A song like “Dotted Line” is written as a rallying cry, a defiant kiss off directed at the forces that be who, Howerton says, “are just turning the wheel.” But other songs on Wish on the Bone have an intimate edge, convincing the listener that Howerton is beckoning them into a private room, allowing them to witness a defining moment. On “I Took the Shot,” Howerton’s sun-bleached voice recounts the dissolution of a relationship over a bed of twinkling synths. “I waited at our old bar/ But you never showed/ So I took the shot I bought you/ And one more for the road.” It’s a cinematic ending to the album, like the final shot in a coming of age film in which the protagonist rejects the forces that have tried, and failed, to shape her into something other than herself. It leaves you with a hard-fought sense of hope, which is among Howerton’s greatest gifts as a songwriter. 

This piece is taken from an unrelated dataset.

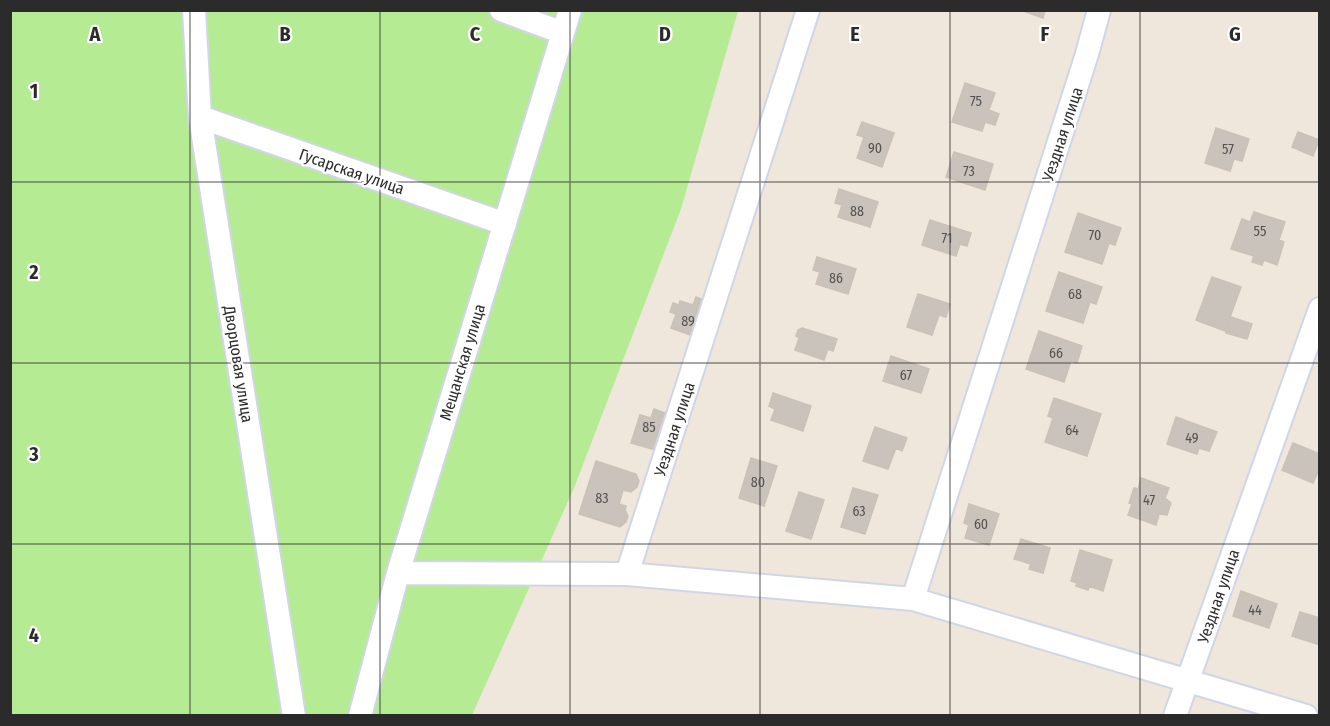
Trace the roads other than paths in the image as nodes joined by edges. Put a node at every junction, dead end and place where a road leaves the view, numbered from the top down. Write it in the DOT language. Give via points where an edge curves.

“You owe it to the people who are experiencing the worst to just keep pushing,” Howerton says. That commitment to regenerating a sense of hope each new day was ingrained in her when she lost her brother. It happened just as Howerton was beginning to come into her own as a musician, finding her voice amidst the DIY scene of Austin, TX. To cope, she wrote song after song, built a catalog despite her suffering, and in doing so, developed a new relationship to spirituality, one that she defines on Wish on the Bone’s stirring standout, “Rhyme or Reason.” On the bridge, Howerton warns of what it feels like to lose the warmth of love: it’s like Halley’s Comet, “it comes fast/ And you’ll miss it if you blink.” With Wish on the Bone, Howerton is wide-eyed and waiting, reminding herself, even on the worst days, that despair is not inevitable. “This album is about choosing hope, beauty, and love every day because nothing is worth it if you don’t believe in those things.”